Jim Jones’ Deadly ‘Religious Socialism’ Gospel
Jim Jones’ “sect was doomed to failure for it was founded on the lie that religious Socialism can save men,” wrote late Catholic priest and commentator Vincent P. Miceli in his 1981 book, The Antichrist: The Final Campaign Against the Savior. Recently republished by Sophia Institute Press, this volume’s previously examined incisive analysis of leftist evils contains provocative thoughts about Jones’ cult, which shocked the world in 1978 with a mass suicide.
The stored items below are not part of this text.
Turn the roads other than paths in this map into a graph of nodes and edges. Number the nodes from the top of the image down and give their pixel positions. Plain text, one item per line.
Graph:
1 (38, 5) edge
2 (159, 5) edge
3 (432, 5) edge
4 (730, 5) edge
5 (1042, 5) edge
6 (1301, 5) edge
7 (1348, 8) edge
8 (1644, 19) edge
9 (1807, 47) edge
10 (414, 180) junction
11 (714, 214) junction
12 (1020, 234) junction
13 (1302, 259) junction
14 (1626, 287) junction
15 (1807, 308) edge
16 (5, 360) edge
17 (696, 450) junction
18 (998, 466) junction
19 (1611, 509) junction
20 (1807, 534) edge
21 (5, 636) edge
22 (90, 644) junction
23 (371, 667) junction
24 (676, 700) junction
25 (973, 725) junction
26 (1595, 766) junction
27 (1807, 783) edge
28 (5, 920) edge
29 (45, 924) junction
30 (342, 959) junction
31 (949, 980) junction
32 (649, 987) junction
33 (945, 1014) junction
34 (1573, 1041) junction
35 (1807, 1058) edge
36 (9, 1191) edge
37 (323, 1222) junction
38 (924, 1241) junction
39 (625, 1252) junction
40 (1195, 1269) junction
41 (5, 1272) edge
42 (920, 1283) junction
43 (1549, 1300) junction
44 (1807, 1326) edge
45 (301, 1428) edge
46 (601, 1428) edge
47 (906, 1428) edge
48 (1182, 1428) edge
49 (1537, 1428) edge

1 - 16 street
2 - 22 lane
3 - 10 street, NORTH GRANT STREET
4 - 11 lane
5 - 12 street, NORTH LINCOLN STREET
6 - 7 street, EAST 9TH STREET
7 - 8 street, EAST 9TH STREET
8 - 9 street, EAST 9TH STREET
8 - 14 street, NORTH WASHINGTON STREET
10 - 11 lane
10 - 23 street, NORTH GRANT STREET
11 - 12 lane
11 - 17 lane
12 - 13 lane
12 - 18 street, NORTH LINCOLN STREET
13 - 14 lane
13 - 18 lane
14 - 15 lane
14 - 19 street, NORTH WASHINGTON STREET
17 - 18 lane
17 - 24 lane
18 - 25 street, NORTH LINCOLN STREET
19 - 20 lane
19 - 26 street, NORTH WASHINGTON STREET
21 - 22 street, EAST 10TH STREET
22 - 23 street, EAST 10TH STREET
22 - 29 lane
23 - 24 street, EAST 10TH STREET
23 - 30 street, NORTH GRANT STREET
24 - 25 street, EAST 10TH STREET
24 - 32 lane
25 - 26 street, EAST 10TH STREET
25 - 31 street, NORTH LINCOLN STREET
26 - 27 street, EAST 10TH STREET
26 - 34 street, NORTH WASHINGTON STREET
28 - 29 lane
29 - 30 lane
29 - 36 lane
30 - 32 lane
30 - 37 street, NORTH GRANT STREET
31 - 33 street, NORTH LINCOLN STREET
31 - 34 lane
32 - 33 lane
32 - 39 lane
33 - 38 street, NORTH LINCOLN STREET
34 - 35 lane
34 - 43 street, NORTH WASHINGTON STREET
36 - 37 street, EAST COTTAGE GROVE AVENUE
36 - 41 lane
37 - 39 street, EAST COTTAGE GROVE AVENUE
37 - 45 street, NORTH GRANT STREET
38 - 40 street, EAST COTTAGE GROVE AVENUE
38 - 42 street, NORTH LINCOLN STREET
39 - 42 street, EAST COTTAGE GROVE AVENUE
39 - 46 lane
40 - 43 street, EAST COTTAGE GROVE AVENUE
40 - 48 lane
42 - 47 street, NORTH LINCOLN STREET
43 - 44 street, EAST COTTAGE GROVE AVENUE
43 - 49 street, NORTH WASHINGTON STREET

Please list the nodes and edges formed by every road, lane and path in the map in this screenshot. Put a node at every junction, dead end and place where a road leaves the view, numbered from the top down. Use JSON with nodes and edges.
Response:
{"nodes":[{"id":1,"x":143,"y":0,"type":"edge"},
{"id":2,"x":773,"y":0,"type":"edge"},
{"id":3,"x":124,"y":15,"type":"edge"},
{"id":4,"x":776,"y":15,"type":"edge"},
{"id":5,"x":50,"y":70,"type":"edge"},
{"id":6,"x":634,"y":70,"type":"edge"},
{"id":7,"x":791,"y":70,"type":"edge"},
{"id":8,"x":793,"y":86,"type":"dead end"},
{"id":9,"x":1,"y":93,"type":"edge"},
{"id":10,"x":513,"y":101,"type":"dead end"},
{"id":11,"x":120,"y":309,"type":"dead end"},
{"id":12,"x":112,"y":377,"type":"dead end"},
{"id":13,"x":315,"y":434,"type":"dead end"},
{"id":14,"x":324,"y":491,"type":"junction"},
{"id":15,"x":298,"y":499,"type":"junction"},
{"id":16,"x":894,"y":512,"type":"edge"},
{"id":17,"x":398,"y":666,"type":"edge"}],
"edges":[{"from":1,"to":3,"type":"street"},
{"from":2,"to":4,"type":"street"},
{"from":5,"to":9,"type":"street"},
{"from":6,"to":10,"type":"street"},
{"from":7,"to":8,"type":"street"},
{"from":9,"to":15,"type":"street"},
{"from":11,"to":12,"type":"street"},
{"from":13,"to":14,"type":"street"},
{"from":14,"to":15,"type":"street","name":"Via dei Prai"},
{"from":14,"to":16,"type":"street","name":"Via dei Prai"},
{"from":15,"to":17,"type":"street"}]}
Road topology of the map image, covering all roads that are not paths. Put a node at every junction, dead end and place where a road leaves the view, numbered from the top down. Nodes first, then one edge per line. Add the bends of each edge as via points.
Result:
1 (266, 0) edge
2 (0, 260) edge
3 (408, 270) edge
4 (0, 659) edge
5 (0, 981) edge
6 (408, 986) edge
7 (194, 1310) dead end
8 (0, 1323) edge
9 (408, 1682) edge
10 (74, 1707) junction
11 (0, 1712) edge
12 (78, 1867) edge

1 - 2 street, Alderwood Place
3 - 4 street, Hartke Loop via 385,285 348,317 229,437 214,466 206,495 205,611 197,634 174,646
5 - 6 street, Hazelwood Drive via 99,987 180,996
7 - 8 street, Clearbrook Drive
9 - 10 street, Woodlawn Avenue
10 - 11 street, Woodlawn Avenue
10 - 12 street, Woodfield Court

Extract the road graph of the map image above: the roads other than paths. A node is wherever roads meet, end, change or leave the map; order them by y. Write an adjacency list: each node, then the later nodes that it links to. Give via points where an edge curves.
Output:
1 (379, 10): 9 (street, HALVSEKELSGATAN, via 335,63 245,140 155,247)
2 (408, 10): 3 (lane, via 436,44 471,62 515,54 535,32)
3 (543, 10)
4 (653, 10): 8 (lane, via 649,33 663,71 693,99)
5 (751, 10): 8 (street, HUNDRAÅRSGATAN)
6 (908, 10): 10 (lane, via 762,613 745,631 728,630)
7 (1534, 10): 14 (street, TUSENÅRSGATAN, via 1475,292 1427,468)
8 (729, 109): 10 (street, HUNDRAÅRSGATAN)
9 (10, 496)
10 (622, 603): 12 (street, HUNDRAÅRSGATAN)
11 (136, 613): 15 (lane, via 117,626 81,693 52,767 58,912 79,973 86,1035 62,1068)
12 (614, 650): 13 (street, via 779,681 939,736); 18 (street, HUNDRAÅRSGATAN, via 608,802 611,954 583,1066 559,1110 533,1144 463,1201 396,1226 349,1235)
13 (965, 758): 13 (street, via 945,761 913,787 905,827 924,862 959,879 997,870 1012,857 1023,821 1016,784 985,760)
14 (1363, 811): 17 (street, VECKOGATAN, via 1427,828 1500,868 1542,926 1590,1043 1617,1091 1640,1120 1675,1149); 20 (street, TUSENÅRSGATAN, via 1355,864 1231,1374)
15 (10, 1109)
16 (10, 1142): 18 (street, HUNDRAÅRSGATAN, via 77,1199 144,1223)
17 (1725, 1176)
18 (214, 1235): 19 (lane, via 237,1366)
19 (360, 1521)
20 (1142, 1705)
With mad conspiracy theories, Jones incited his Peoples Temple cult members to kill themselves and each other on November 18, 1978, in the cult’s self-contained community of Jonestown, deep in the South American backcountry of Guyana. While he and some other cultists met their ends through gunshots, most of Jonestown’s inhabitants drank cyanide-laced Kool-Aid. This beverage has since become a byword for fanaticism, and exemplified for Miceli another example of modern tyranny, what he termed a “Moloch state.” “When they had all drained the chalice of cyanide, the Peoples’ Temple became a Church of the dead. The modern Moloch state was left a city of suicides-murders, a city of 911 rotting corpses,” he wrote.
Leftists commonly ascribe rationality to themselves and dismiss conservatives as fanatics, but Miceli, writing so soon after Jones’ demise, noted that this crazed man was thoroughly of the Left. Often forgotten in the intervening decades, Jones’ utopian and socialist obsessions found expression in his advocacy of what he called “Apostolic Socialism.” As Miceli wrote,
Jones himself was always a liberal, or rather, a zealous Communist posing as a liberal; to keep up appearances he preached the gospel of social salvation camouflaging it with a thin veneer of Christianity; his faith was a false and cruel caricature of Christianity.
Jones exhibited the pitfalls of the Social Gospel, a collectivist, secularist distortion of Christianity that megachurch pastor Rick Warren, himself no conservative, has denounced as “Marxism in Christian clothing.” As Miceli wrote, ultimately a “church of naïve, hoodwinked, simple folk was led astray by an evil, militant Communist, posing as a God-man liberal do-gooder.” Indeed, after the Jonestown slaughter letters appeared “testifying that the cult leaders were planning to bequeath more than 7 million dollars to the Communist Party that rules the Moloch state known as the Soviet Union.”
Yet Jones, “while doling out liberally social goodies…claimed to be the reincarnation of Jesus,” Miceli astonishingly observed. In Guyana’s jungles, this false prophet to the last “demanded the service of adoration from his faithful,” Miceli added. “Jonestown, the Marxist-liberal-socialist caricature of a Christian Church, conferred on its faithful but one sacrament—the sacrament of death, of suicide.”
Over four decades after Jonestown’s horrors, Miceli’s reflections remain pertinent for an age of rising atheism:
What were the spiritual influences that unleashed the floodgates and fostered the mass suicides and murders in Jonestown? By way of preparing the social milieu for the creation of the Peoples’ Temple, one of the most basic causes must be the massive apostasy by Christians in the West from faith in the Judeo-Christian God of revelation.
With words no less relevant today, Miceli concluded with a
warning and somber lesson to be learned from the carnage exacted by the modern Moloch state, whether that takes place in the jungle of Jonestown or in the abortion mills of Western cities. The warning is that established forms of Christian religions have lost their hold on and power to attract most people—especially the educated middle class and even the masses of the poor. Why is this so? Because such religions have secularized the Christian message. They teach in favor of the Christ of Karl Marx instead of the Christ of the Gospels.
Thus, Jones stands on a smaller scale amidst history’s Marxist mass murderers such as Joseph Stalin or Mao Zedong, who counted victims in the millions. Jones is yet another precedent of how ruthless wolves in sheep’s clothing exploit the vain search for salvation in this world, or even the next, in socialism. However, this ideology does not exhaust modern madness, as Miceli studied, for interrelated with this fanatical fool’s errand is also a distorted understanding of the male and female sexes, as a forthcoming article will examine.